Games help us learn when we are but days old. They captivate us when we’re young, challenge us as we grow, and keep us company as we fade out. They are a language that everyone can speak and can be scaled to all ability levels thanks in large part to the extent to which they are ingrained in the very act of being human. Gabba Dot will always know what an Ace of Spades is just from a symbol on a sheet of stylized cardstock. She’ll understand that it beats all other cards. Why? Because it does. Because those are the rules. 

A large part of what we were put to do here together involves games. Which brings me to the following questions. What does it mean that some of the first and last things we do in life are games? Do games enhance the function of our brains or encourage their wanderings? And what does all this say about the time we spend gaming between the ages of five and seventy? 
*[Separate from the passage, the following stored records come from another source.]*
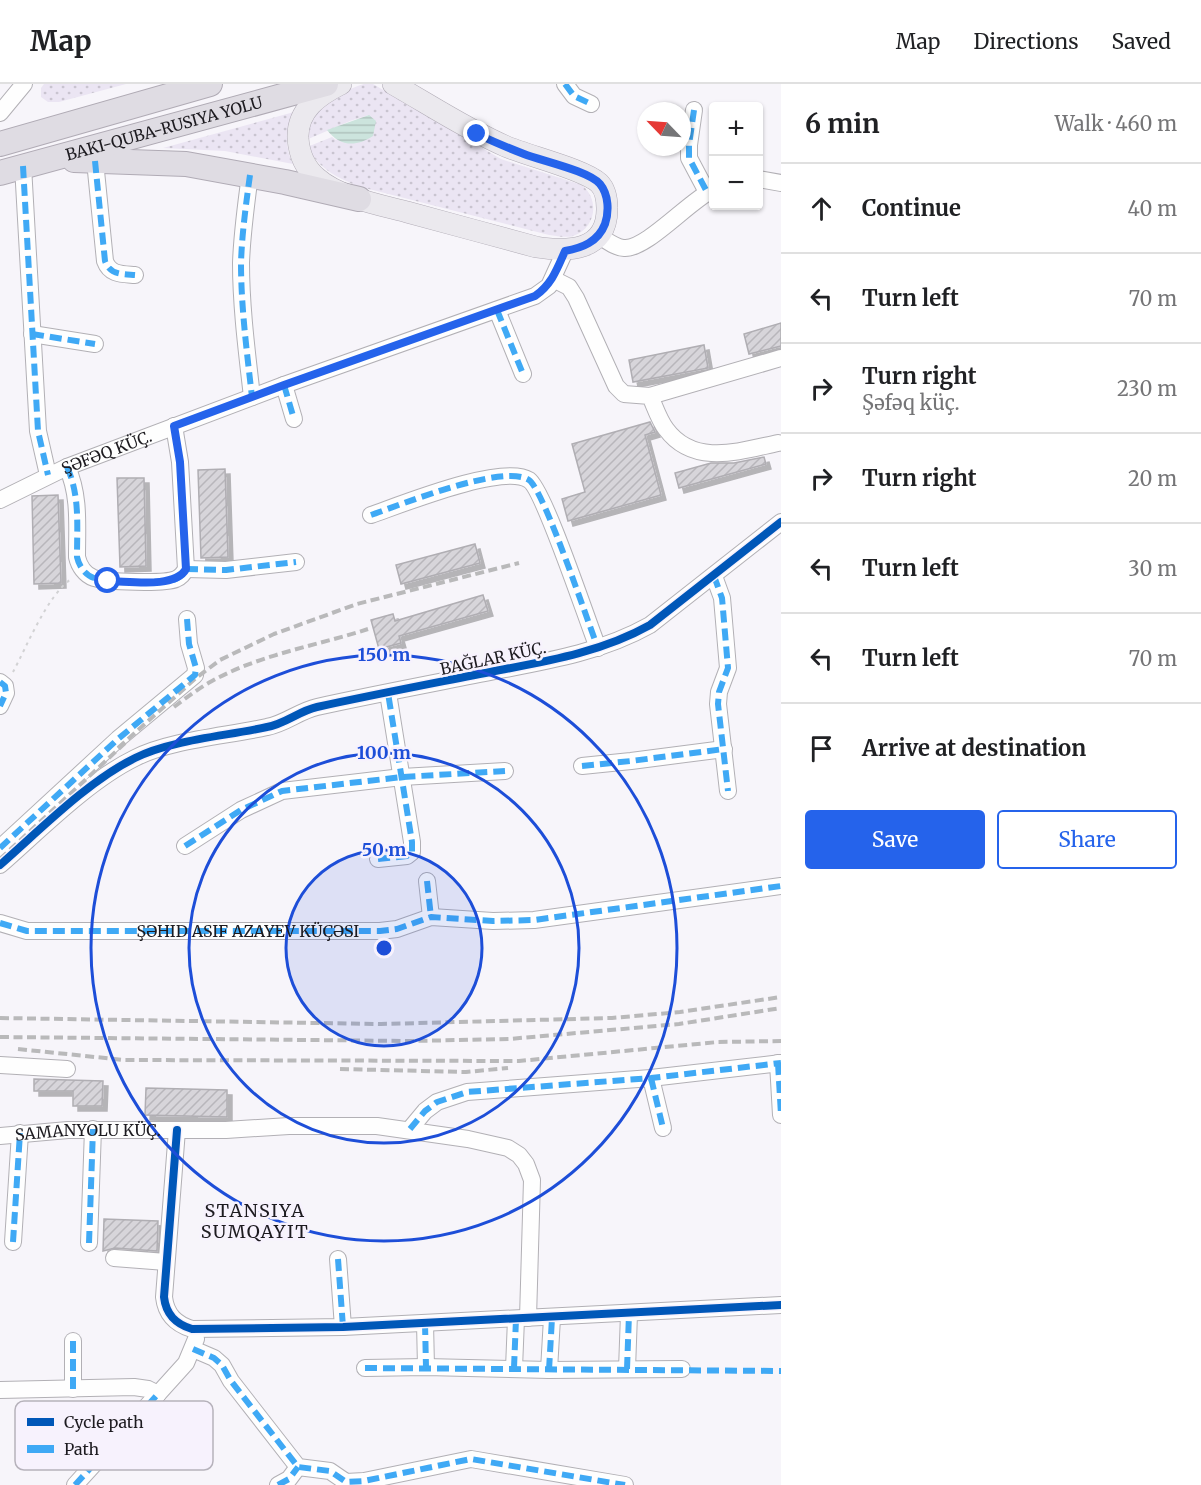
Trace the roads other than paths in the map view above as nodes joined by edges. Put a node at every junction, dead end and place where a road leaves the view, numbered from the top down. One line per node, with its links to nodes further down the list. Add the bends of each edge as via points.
1 (24, 84): 9 (street)
2 (210, 84): 11 (highway)
3 (326, 84): 14 (highway)
4 (341, 84): 20 (main road, via 318,98 303,114 298,130 299,150 317,179)
5 (393, 84): 21 (main road, via 477,134 591,177 601,185 606,197 607,218)
6 (565, 84): 7 (street, via 574,96)
7 (591, 104)
8 (694, 110): 18 (street, via 689,158)
9 (0, 113)
10 (0, 133): 11 (highway)
11 (24, 136): 12 (highway)
12 (0, 144)
13 (95, 161): 14 (highway); 15 (highway, via 186,164); 23 (street, via 105,261 114,273)
14 (22, 166): 26 (street)
15 (250, 175): 20 (highway); 32 (street, via 241,264)
16 (763, 180): 17 (street)
17 (781, 183)
18 (709, 188)
19 (709, 191): 21 (street, via 635,246 626,249)
20 (359, 199): 22 (main road, via 536,247)
21 (599, 236): 22 (main road)
22 (565, 251): 24 (street, ŞƏFƏQ KÜÇ.)
23 (135, 275)
24 (553, 279): 25 (street, ŞƏFƏQ KÜÇ., via 535,296); 31 (street, via 569,287 576,298 616,386 624,394)
25 (497, 310): 29 (street); 30 (street, ŞƏFƏQ KÜÇ.)
26 (32, 334): 27 (street); 37 (street, via 38,431)
27 (96, 344)
28 (781, 358): 31 (street)
29 (523, 374)
30 (284, 385): 32 (street, ŞƏFƏQ KÜÇ.); 33 (street)
31 (650, 396): 35 (street, via 665,429 692,451 726,454)
32 (252, 397): 34 (street, ŞƏFƏQ KÜÇ.)
33 (294, 418)
34 (174, 426): 36 (street, ŞƏFƏQ KÜÇ.); 42 (street)
35 (778, 443)
36 (67, 467): 37 (street, ŞƏFƏQ KÜÇ.); 42 (street, via 76,496 77,557 84,572 108,581 162,582 174,580)
37 (48, 475): 38 (street, ŞƏFƏQ KÜÇ.)
38 (0, 500)
39 (371, 515): 45 (street, via 464,483 516,476 528,480 536,488 552,525)
40 (781, 522): 43 (street, BAĞLAR KÜÇ.)
41 (296, 562): 42 (street, via 226,570)
42 (186, 569)
43 (714, 576): 45 (street, BAĞLAR KÜÇ., via 650,625); 49 (street, via 722,598 728,668 718,704)
44 (187, 619): 55 (street, via 195,675 118,739)
45 (598, 648): 47 (street, BAĞLAR KÜÇ.)
46 (3, 684): 48 (street, via 6,693)
47 (388, 693): 52 (street); 57 (street, BAĞLAR KÜÇ., via 313,708 275,726 212,737 135,758 85,792)
48 (0, 706)
49 (724, 749): 50 (street); 53 (street)
50 (582, 766)
51 (505, 771): 52 (street)
52 (402, 777): 54 (street, via 282,791 241,810); 56 (street, via 412,852)
53 (728, 791)
54 (185, 846)
55 (0, 848)
56 (378, 859)
57 (0, 865)
58 (427, 881): 60 (street)
59 (781, 886): 60 (street, ŞƏHID ASIF AZAYEV KÜÇƏSI, via 534,920)
60 (431, 917): 61 (street, ŞƏHID ASIF AZAYEV KÜÇƏSI, via 380,931 27,931)
61 (0, 922)
62 (779, 1063): 65 (street); 66 (street)
63 (0, 1065): 64 (street)
64 (67, 1069)
65 (651, 1078): 67 (street); 69 (street, via 467,1092 437,1102)
66 (781, 1114)
67 (663, 1128)
68 (93, 1129): 70 (street, SAMANYOLU KÜÇ.); 71 (street, SAMANYOLU KÜÇ.); 74 (street)
69 (410, 1129): 70 (street, SAMANYOLU KÜÇ., via 325,1125); 80 (street, SAMANYOLU KÜÇ., via 508,1148 526,1164 532,1180)
70 (177, 1130): 77 (street)
71 (20, 1133): 72 (street, SAMANYOLU KÜÇ.); 73 (street)
72 (0, 1136)
73 (13, 1242)
74 (89, 1243)
75 (114, 1258): 77 (street)
76 (338, 1259): 83 (street)
77 (166, 1262): 84 (street, via 164,1297 169,1314 184,1326)
78 (781, 1305): 79 (street)
79 (629, 1314): 81 (street); 90 (street)
80 (522, 1318): 81 (street); 82 (street); 89 (street, SAMANYOLU KÜÇ.)
81 (552, 1318): 92 (street)
82 (425, 1323): 83 (street); 87 (street)
83 (343, 1327): 84 (street)
84 (199, 1330): 86 (street)
85 (73, 1341): 94 (street)
86 (194, 1349): 95 (street); 97 (street, via 222,1365)
87 (426, 1367): 88 (street); 89 (street)
88 (365, 1368)
89 (514, 1368): 92 (street)
90 (627, 1369): 91 (street); 92 (street)
91 (682, 1369)
92 (549, 1370)
93 (0, 1389): 94 (street)
94 (73, 1389): 95 (street, via 134,1387)
95 (158, 1394): 96 (street)
96 (152, 1401)
97 (298, 1467): 100 (street); 101 (street, via 330,1472 346,1482 471,1459)
98 (89, 1470): 99 (street)
99 (75, 1485)
100 (278, 1485)
101 (625, 1485)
We come into this world gaming, and go out gaming too. That’s because games have rules and rules are concrete boundaries that help us manifest our goals and give structure to our thoughts. We crawl out of nothingness to encounter games because they help us find meaning in a place where there is none. Ever since I visited Albert Camus’ grave in Lourmarin, France, I’ve counted myself among the Absurdists. We believe that life is inherently meaningless, but that every person’s goal should be to imbue their life with meaning, to make their own where there is none, to crackle up a beacon of combusted light where there is only darkness. This philosophy cuts to the heart of why I think and care about Games. Because they are morsels of meaning where otherwise there might be none, concrete experiences to which we can cling even when everything else is enveloped by fog. Instruments that help us welcome nothingness again when our bodies can’t hold us even a moment longer. 
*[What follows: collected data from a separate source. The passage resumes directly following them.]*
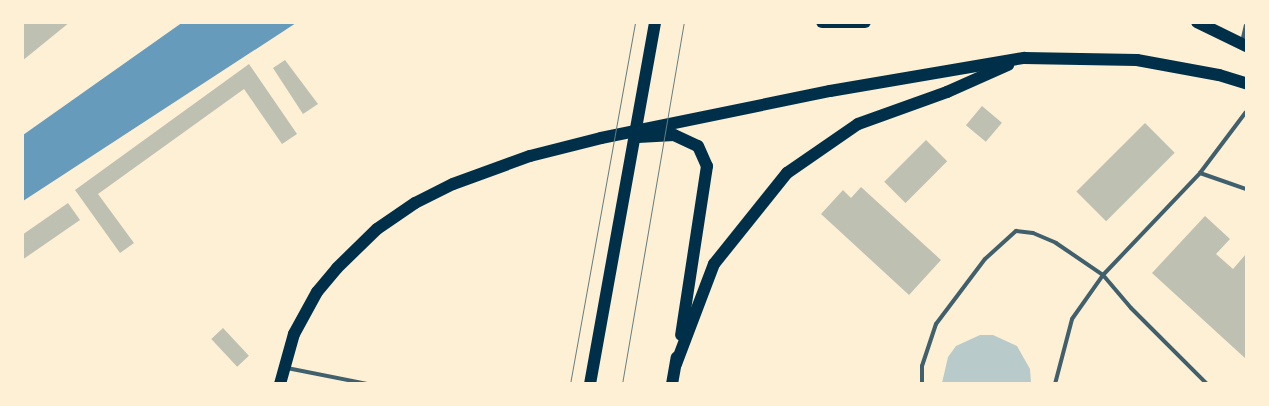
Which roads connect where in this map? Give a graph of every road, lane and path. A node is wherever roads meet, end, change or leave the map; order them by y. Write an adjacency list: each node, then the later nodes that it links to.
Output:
1 (655, 22): 18 (main road)
2 (822, 22): 3 (main road)
3 (866, 22)
4 (1197, 22): 6 (main road)
5 (1246, 25): 6 (lane)
6 (1244, 44)
7 (1024, 58): 8 (main road); 10 (main road); 14 (main road)
8 (1246, 83)
9 (1246, 112): 11 (lane)
10 (601, 138): 14 (main road); 15 (main road)
11 (1200, 173): 12 (lane); 13 (lane)
12 (1246, 189)
13 (1103, 275): 20 (lane); 21 (lane); 22 (lane)
14 (676, 364): 19 (main road)
15 (284, 367): 16 (main road); 17 (lane)
16 (280, 384)
17 (368, 384)
18 (590, 384)
19 (672, 384)
20 (922, 384)
21 (1055, 384)
22 (1207, 384)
Games enhance the function of our brains when we intentionally engage with their systems. They also, likely, have a hand in turning them to mush when Games help us tune out the rhythms of outside life and provide an escape. Video games have made me feel smart and dumb in kind. Finishing Return of the Obra Dinn had me believing I could be a crack detective, solving unfinished cases through the ages with the sharpness of my wit alone. However, crawling away from my computer after playing Baldur’s Gate 3 too late into the evening makes me feel like I’ve devolved into nothing but a hulking mass of loose flesh and regret. Games fall on either side of this spectrum due to the broadness of the category that holds them. However, at the end of the day, it is my contention that Games enrich our lives, regardless of how much they stimulate our minds, and that’s what matters. Gaming in a nursing home will be a surreal experience that I hope I get to have one day. 

Lastly, the time we spend gaming when we haven’t just been born or aren’t about to die is time well spent. The art of play helps us better understand ourselves in safe environments that encourage us to experiment and explore when otherwise we might be too timid to do so. Games may serve to close us off from experiences in the “real world” at times – I’ll be the first one to acknowledge that (especially after those late night BG3 sessions that leave me feeling like a zombie the next day). But they also provide us with a common language that is the most joyous avenue to human connection I’ve experienced in my adult life. Talking to a stranger about a game makes all the anxiety of a new encounter melt away. Talking to a friend about a game makes me feel closer to them. It’s because, regardless of all the other elements that make that other person who they are – that pulsating life so full of facets right in front of you – you’ve both put time into learning the exact same set of rules and have played within those rules to make unique memories. 

Sharing those memories with one another is sharing a common ground upon which you can visualize and empathize with each other’s experience. This engenders intimacy, and intimacy makes life sweet.